Katherine Kersten's Korner

It's time for yet another Katherine Kersten's Korner. Today, it's on a topic of little importance but lots of media hot air: the NBA dress code. Wow. So the NBA is going to require it's players to wear business attire. Some people decry this as an attack against basketball culture, and, by extension, an attack against black culture. Others, like Kersten, thinks this is a smashing idea and may very well turn around the decline of Western Civilization. Me, I don't give a damn. Requiring employees to adhere to a dress code is nothing new; even McDonald's has one. If NBA players think that wearing a suit is too large a sacrifice to make in order to be paid millions of dollars a year, they can find a new job.

I frankly don't understand why anybody would comment on something so mundane, Kersten included, but I suppose it is just a way for her to write the same old, finger-wagging, "tsk tsk"-ing column that conservatives love so much. There is nothing new in her writing; the same thing could have been printed two generations ago decrying the hips of Elvis. It's the same old hand-wringing every time the latest fad comes around, and frankly, it's worn out. Yes, we get it! What the kids are doing today is so awful, this isn't "culture," this isn't "music," blah blah blah.

It's also a way to fight the ultimate enemy in many conservatives' eyes: the individual. She doesn't even hide it: the coach she approvingly quotes says, "To combat this tendency, he bars his players from wearing anything distinctive -- flashy bow ties or vests -- that calls attention to them as individuals." Yes, it would be awful for people to be individuals. There are no individuals, just the collective. Do you work for the collective, be it your place of employment, church, or whatnot, and don't be unique.

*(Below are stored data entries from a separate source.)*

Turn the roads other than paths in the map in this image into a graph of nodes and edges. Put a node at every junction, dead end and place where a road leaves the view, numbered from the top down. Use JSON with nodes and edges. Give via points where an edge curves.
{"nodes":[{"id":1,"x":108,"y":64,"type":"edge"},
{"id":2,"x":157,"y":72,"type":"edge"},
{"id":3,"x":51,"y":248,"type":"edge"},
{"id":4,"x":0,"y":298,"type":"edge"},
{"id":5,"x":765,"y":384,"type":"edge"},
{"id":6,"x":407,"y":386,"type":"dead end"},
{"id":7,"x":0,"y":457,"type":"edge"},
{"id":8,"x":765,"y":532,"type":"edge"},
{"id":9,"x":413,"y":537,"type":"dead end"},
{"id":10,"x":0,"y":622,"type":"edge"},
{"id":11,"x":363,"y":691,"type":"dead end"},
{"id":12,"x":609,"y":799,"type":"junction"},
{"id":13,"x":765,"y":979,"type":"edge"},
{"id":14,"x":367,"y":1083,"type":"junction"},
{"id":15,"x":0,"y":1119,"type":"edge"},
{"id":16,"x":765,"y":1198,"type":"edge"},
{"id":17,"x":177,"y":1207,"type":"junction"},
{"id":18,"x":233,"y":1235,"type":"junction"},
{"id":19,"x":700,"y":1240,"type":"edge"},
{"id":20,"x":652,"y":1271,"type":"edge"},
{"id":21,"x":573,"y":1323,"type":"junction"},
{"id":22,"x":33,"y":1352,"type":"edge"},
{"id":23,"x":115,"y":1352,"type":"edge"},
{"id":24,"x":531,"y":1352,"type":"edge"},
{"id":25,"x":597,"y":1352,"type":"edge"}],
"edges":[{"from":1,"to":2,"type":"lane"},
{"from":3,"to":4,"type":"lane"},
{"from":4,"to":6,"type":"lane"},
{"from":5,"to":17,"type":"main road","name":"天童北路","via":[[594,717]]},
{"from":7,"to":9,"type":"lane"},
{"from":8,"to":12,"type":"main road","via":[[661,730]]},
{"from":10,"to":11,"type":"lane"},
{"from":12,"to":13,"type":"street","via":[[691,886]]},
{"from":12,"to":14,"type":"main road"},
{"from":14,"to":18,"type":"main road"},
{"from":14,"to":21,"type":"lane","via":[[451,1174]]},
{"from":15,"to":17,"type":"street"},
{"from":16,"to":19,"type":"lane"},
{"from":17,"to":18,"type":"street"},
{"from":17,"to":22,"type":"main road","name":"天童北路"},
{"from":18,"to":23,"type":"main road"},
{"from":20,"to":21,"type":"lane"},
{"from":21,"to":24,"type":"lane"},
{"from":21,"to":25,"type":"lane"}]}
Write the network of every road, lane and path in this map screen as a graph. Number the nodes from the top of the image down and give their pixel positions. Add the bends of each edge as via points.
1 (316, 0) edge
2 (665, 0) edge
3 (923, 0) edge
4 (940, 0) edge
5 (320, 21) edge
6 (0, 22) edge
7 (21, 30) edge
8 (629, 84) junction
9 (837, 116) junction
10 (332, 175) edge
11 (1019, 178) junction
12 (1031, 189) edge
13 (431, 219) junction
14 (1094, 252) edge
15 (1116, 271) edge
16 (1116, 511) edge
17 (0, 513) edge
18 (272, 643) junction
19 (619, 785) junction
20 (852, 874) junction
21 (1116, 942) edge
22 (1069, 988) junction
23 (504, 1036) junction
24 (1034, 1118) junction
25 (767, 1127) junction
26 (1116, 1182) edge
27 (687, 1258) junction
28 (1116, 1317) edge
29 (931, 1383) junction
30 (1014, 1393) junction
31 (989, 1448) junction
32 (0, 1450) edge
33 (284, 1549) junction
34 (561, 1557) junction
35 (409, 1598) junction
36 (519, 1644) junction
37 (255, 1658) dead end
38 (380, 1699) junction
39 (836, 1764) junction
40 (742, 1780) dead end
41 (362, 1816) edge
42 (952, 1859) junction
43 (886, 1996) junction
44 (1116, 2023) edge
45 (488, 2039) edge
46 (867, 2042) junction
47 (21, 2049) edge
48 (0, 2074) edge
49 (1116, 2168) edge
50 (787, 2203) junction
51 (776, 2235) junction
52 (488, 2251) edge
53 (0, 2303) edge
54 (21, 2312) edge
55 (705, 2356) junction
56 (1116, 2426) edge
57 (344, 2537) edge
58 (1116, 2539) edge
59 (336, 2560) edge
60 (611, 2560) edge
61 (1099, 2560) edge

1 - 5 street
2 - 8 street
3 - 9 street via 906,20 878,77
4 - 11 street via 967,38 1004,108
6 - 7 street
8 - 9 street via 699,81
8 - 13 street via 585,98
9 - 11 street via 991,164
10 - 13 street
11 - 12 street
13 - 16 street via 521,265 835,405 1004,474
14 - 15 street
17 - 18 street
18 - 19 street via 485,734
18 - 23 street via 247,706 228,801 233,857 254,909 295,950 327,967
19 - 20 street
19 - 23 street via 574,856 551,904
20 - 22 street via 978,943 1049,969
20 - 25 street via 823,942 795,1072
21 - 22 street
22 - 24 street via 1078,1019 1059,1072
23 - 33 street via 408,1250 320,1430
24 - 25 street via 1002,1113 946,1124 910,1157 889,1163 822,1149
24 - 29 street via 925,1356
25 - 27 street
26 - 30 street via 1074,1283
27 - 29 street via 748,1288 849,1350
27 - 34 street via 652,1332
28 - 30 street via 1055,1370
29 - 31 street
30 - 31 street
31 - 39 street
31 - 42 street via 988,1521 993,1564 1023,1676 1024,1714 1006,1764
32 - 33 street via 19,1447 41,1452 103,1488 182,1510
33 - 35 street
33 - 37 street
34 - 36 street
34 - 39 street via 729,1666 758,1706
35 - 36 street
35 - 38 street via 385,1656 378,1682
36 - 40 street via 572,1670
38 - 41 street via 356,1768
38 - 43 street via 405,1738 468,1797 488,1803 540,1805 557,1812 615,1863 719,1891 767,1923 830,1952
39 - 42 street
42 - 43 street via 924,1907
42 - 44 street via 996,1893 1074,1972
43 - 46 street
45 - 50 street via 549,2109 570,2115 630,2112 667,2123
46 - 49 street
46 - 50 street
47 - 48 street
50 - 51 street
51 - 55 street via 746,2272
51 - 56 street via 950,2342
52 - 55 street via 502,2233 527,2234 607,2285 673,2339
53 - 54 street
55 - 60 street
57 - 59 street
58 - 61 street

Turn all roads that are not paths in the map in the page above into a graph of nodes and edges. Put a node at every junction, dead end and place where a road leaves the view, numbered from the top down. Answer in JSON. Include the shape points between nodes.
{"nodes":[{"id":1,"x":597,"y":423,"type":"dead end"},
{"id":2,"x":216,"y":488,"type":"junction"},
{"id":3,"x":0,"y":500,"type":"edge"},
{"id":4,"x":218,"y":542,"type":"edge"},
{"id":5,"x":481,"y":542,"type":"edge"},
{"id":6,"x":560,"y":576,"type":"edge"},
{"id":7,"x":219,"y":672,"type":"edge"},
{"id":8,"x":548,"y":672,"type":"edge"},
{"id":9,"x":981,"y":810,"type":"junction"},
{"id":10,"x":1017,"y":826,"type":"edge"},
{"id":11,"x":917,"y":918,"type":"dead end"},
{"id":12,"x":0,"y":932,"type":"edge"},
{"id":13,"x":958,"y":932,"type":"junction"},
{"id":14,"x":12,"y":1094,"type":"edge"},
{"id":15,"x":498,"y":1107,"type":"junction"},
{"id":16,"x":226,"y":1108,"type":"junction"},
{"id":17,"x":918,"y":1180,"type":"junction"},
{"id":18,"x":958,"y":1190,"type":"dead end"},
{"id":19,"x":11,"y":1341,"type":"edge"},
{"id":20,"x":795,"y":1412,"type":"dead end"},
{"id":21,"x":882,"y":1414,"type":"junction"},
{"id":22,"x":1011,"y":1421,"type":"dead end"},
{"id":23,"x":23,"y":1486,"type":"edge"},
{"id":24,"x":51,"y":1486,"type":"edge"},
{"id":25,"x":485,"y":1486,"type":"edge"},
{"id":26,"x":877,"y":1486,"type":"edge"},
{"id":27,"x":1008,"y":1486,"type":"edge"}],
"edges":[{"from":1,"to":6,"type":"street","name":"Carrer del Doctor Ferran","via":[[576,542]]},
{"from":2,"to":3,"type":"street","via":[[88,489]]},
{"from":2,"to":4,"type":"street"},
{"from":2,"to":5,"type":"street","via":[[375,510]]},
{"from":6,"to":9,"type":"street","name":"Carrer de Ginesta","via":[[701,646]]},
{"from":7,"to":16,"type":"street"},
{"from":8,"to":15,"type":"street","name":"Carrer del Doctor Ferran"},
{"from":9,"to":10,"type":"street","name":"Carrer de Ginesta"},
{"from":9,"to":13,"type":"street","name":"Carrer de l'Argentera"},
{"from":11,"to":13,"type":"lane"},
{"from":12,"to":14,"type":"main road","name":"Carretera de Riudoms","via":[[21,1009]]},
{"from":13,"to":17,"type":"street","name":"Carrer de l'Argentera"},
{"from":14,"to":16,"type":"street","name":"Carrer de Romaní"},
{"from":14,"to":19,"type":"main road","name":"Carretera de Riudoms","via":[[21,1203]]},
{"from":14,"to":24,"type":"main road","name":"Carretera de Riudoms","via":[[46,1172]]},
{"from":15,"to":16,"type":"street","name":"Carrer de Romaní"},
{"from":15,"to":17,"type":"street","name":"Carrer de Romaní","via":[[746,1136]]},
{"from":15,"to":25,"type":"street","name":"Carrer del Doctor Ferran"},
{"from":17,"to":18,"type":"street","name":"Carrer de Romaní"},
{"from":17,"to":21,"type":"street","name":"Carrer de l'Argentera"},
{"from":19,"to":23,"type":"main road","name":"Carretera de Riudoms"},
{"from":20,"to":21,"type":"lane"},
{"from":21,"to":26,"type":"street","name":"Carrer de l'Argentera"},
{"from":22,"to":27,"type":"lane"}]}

In the end, that's the world that conservatives like Kersten want. A world where they aren't challenged at all, where there aren't any individuals rocking the board. They can't wrap their minds around why people would find rap music or NBA players to be entertaining and popular. Neither can I in many respects, but where I just don't care about these things, Kersten and others want to eliminate it so they don't have to think about it at all. They want to cling to a mythical time when everybody did as they were told, an idea that according to Ned Flanders, "only exists in the minds of us Republicans." I sure hope Kersten doesn't lose too much sleep over the thought of people wearing "baseball caps, chains and oversized jerseys."